But on the wings of a heart attack induced by the very, very long slog up the Basilica steps, then up the two stories of steep steps into the side balcony, where you also had to step up onto the sloped platform on which the pews were placed. Whew. But it was worth the effort.
The Basilica of St. Josaphat is where we were for the concert this afternoon. If you have a chance (and can read the tiny, yellow on red type), take a look at the photo gallery. The virtual tour is vertigo-inducing, but the photos are priceless, particularly the ones of the original construction. It fascinates me that they put up the framework for the stained glass windows first. The artistry of the paintings and ornamental work is incredible (and believe me, from our seats we had an excellent view of the upper reaches of the dome).
I don't, however, recommend sitting right next to the gorgeous, original Tyrolean- crafted stained glass windows, at least not on a cold winter night. Brrr.

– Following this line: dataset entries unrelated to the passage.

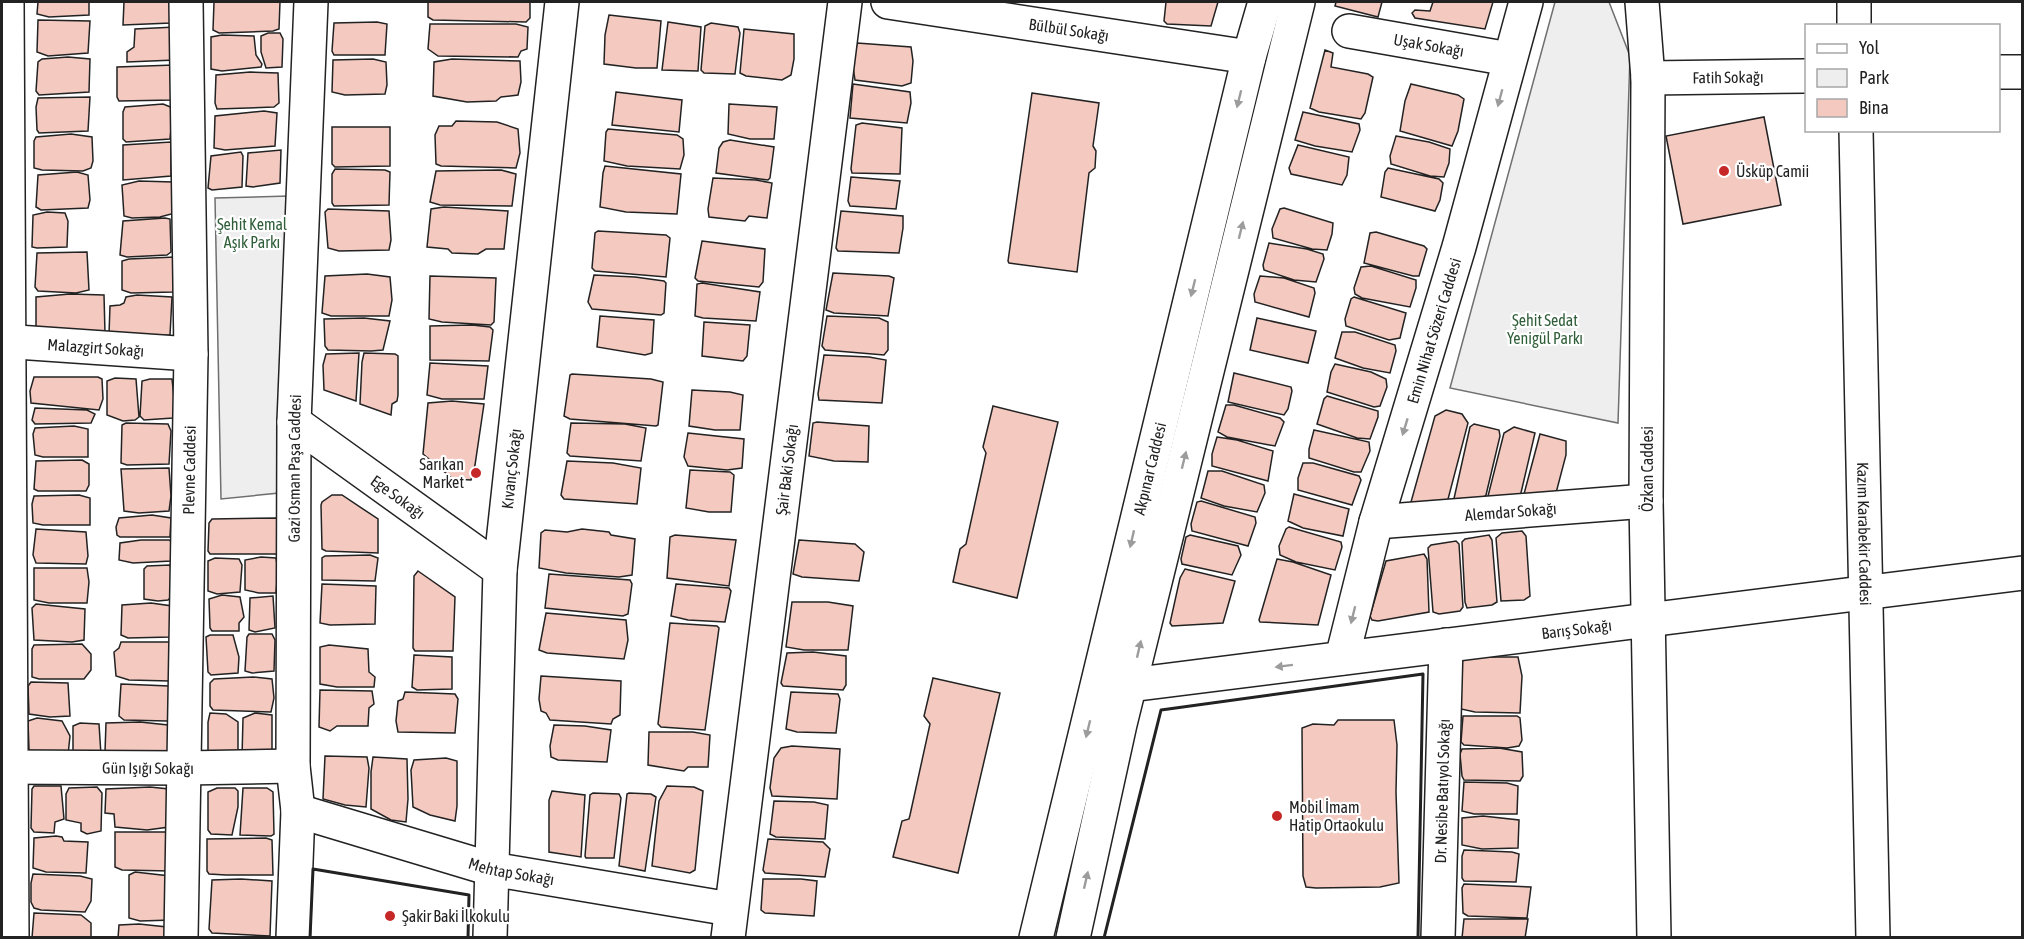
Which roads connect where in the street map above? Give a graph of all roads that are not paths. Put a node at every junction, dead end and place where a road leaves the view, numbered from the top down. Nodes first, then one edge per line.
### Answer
1 (7, 2) edge
2 (186, 2) edge
3 (311, 2) edge
4 (562, 2) edge
5 (845, 2) edge
6 (888, 2) edge
7 (1265, 2) edge
8 (1298, 2) edge
9 (1526, 2) edge
10 (1642, 2) edge
11 (1854, 2) edge
12 (1854, 24) edge
13 (1349, 31) dead end
14 (1249, 57) junction
15 (1509, 59) junction
16 (2000, 72) edge
17 (2022, 72) edge
18 (1805, 75) edge
19 (1648, 78) junction
20 (1856, 132) edge
21 (5, 341) edge
22 (191, 354) junction
23 (294, 422) junction
24 (1646, 501) junction
25 (1376, 522) junction
26 (500, 570) junction
27 (2022, 573) edge
28 (1865, 593) junction
29 (1648, 620) junction
30 (1446, 645) junction
31 (1342, 658) junction
32 (1130, 685) junction
33 (1097, 691) junction
34 (292, 766) junction
35 (7, 767) edge
36 (184, 768) junction
37 (298, 811) junction
38 (491, 869) junction
39 (729, 923) edge
40 (12, 938) edge
41 (181, 938) edge
42 (293, 938) edge
43 (490, 938) edge
44 (1036, 938) edge
45 (1073, 938) edge
46 (1438, 938) edge
47 (1654, 938) edge
48 (1873, 938) edge

1 - 21 street
2 - 22 street, Plevne Caddesi
3 - 23 street, Gazi Osman Paşa Caddesi
4 - 26 street, Kıvanç Sokağı
5 - 39 street, Şair Baki Sokağı
6 - 14 street, Bülbül Sokağı
7 - 14 street, Akpınar Caddesi
32 -> 8 street, Akpınar Caddesi
9 - 15 street, Emin Nihat Sözeri Caddesi
10 - 19 street, Özkan Caddesi
11 - 12 street
13 - 15 street, Uşak Sokağı
14 -> 33 street, Akpınar Caddesi
15 -> 25 street, Emin Nihat Sözeri Caddesi
16 - 17 street
18 - 19 street, Fatih Sokağı
19 - 24 street, Özkan Caddesi
20 - 28 street, Kazım Karabekir Caddesi
21 - 22 street, Malazgirt Sokağı
21 - 35 street
22 - 36 street, Plevne Caddesi
23 - 26 street, Ege Sokağı
23 - 34 street, Gazi Osman Paşa Caddesi
24 - 25 street, Alemdar Sokağı
24 - 29 street, Özkan Caddesi
25 -> 31 street, Emin Nihat Sözeri Caddesi
26 - 38 street, Kıvanç Sokağı
27 - 28 street, Barış Sokağı
28 - 29 street, Barış Sokağı
28 - 48 street, Kazım Karabekir Caddesi
29 - 30 street, Barış Sokağı
29 - 47 street, Özkan Caddesi
30 - 31 street, Barış Sokağı
30 - 46 street, Dr. Nesibe Batıyol Sokağı
31 -> 32 street, Barış Sokağı
32 - 33 street, Barış Sokağı
45 -> 32 street, Akpınar Caddesi
33 -> 44 street, Akpınar Caddesi
34 - 36 street, Gün Işığı Sokağı
34 - 37 street, Gazi Osman Paşa Caddesi
35 - 36 street, Gün Işığı Sokağı
35 - 40 street
36 - 41 street, Plevne Caddesi
37 - 38 street, Mehtap Sokağı
37 - 42 street, Gazi Osman Paşa Caddesi
38 - 39 street, Mehtap Sokağı
38 - 43 street, Kıvanç Sokağı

The music, of course, was superb. The tenor could have been louder - he was consistently overshadowed by the orchestra; the soprano had a bit of a mush-mouth (although, in fairness, it could simply be the acoustics, as it seemed all higher range voice and orchestra passages were a little mooshy and blurred). But our orchestra and chorus could hold their own against that of any major city.
The audience seemed well behaved, except for one couple, who sat down in front of Pam and I about ten minutes into the concert. Late forties, well dressed, but she came in on a noxious cloud of perfume (it was nice perfume, but she had used half a bottle), they whispered to one another incessantly and she simply could not stop moving. The other people in front of us rejoiced with us when they appeared to leave at intermission - only to see the couple return for part two, five minutes late.
Meh. We could see neither orchestra nor chorus from our seats, so I simply kept my eyes shut, took shallow breaths and listened to the music.
Prophecy, birth, rejection, death, resurrection and return in glory.
Christmas is just the beginning of the story.